Question

I have a "when" in JBehave which under certain circumstances should throw an exception. I cant find any documentation, however, on how to handle this. Here is my scenario:

given a game with 6 existing bets and the game's max bets are 6 when a user places a bet

there's no then, since I want an exception thrown when the user places the bet.

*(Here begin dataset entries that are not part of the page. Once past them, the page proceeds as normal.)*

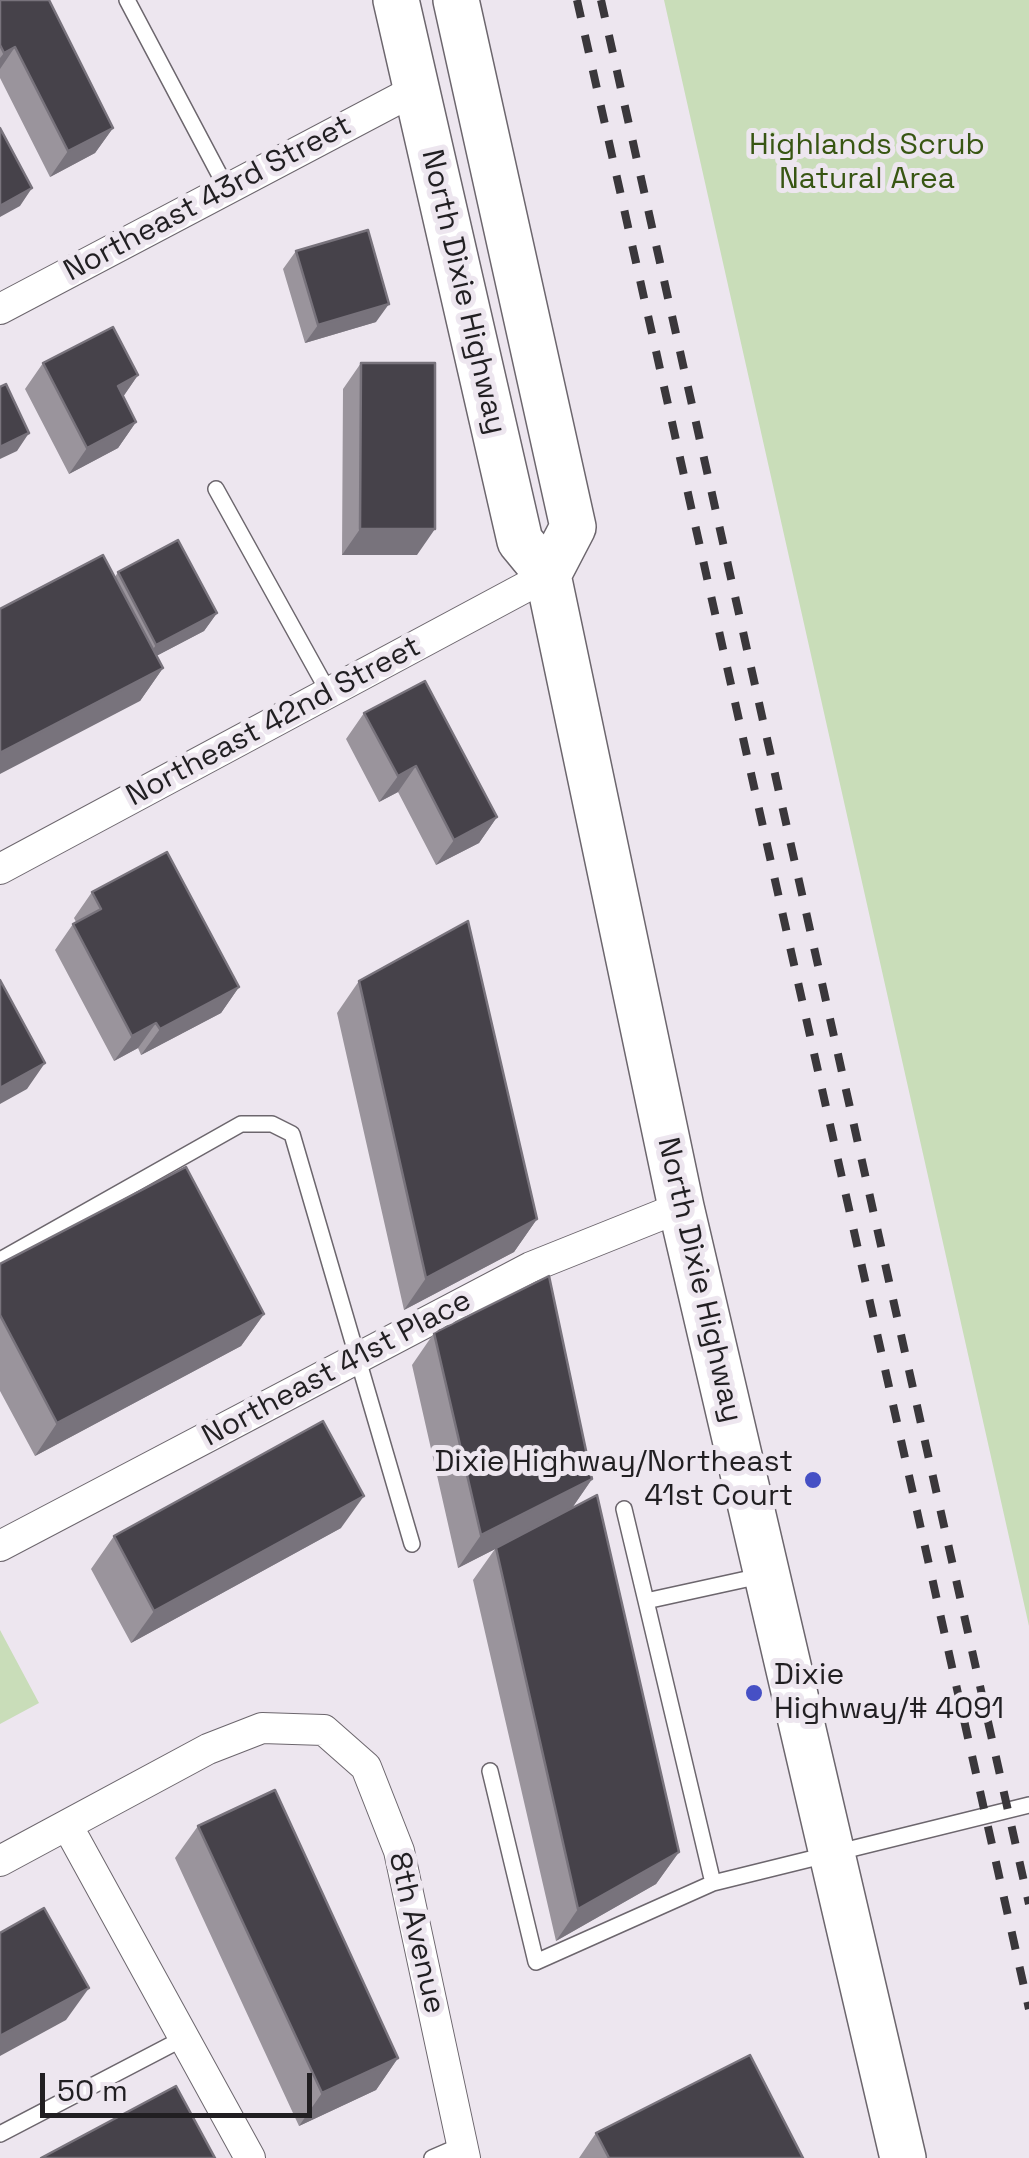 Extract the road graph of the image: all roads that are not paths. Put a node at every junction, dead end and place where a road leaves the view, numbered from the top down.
1 (126, 0) edge
2 (396, 0) edge
3 (456, 0) edge
4 (417, 89) junction
5 (227, 189) junction
6 (0, 310) edge
7 (216, 488) dead end
8 (548, 575) junction
9 (329, 693) junction
10 (0, 869) edge
11 (681, 1207) junction
12 (0, 1260) edge
13 (360, 1357) junction
14 (624, 1509) dead end
15 (412, 1544) dead end
16 (0, 1546) edge
17 (767, 1575) junction
18 (646, 1600) junction
19 (490, 1771) dead end
20 (1029, 1804) edge
21 (67, 1825) junction
22 (832, 1851) junction
23 (0, 1860) edge
24 (712, 1883) junction
25 (184, 2038) junction
26 (0, 2134) edge
27 (464, 2151) edge
28 (250, 2158) edge
29 (432, 2158) edge
30 (903, 2158) edge

1 - 5 lane
2 - 4 main road, North Dixie Highway
3 - 8 main road, North Dixie Highway
4 - 5 street, Northeast 43rd Street
4 - 8 main road, North Dixie Highway
5 - 6 street, Northeast 43rd Street
7 - 9 lane
8 - 9 street, Northeast 42nd Street
8 - 11 main road, North Dixie Highway
9 - 10 street, Northeast 42nd Street
11 - 13 street, Northeast 41st Place
11 - 17 main road, North Dixie Highway
12 - 13 lane
13 - 15 lane
13 - 16 street, Northeast 41st Place
14 - 18 lane
17 - 18 lane
17 - 22 main road, North Dixie Highway
18 - 24 lane
19 - 24 lane
20 - 22 lane
21 - 23 street
21 - 25 street
21 - 27 street, 8th Avenue
22 - 24 lane
22 - 30 main road, North Dixie Highway
25 - 26 lane
25 - 28 street
27 - 29 lane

Keep in mind, I don't always want the when to throw an exception. E.g. when the existing bets are less than max bets. In that case, I want to do some ensuring in the "then".

Was it helpful?

Solution

Implementation Details and "Computer-ese" Don't Belong in Scenarios


My understanding of BDD is that it is stakeholder-focused, allowing non-technical people to write what a system is supposed to do, using (more-or-less) natural language, in a way that developers can code to:

It extends TDD by writing test cases:

in a natural language that non-programmers can read.
[wikipedia]

That said, a stakeholder would never write "throw an exception" in a "Then". They'd probably write:

Given a game where 6 bets are allowed and 5 bets have been made,
When a user makes the 6th bet,
Then the "Bet" button should become disabled.

or

Given a game where 6 bets are allowed and 6 bets have been made,
When a user tries to make a bet,
Then the a message appears, saying: 
       "You can not bet. The maximum of 6 bets has already been placed."

OTHER TIPS

As there are no answers yet, I will give it a try. The way I do this is by storing the exception as part of the Steps` implementation's internal state:

public class MySteps extends Steps {

  private Throwable throwable = null;

  @When("something happens")
  public void somethingHappens() {
    try {
      // Event part of the specification          
    } catch (MyException e) {
      throwable = e;
    }
  }

  @Then("an exception is thrown") {
  public void verifyException() {
    assertThat(throwable, allOf(notNullValue(), myExceptionMatcher())); 
  }

  private Matcher<Throwable> myExceptionMatcher() {
    // Build and return some Matcher instance
  }

}

This works well for me, but requires careful state management.

We have used the pattern suggested by Nils Wloka, very valid answer, capture the exception in "When" using try --> catch and then validate against expected exception in "Then" step.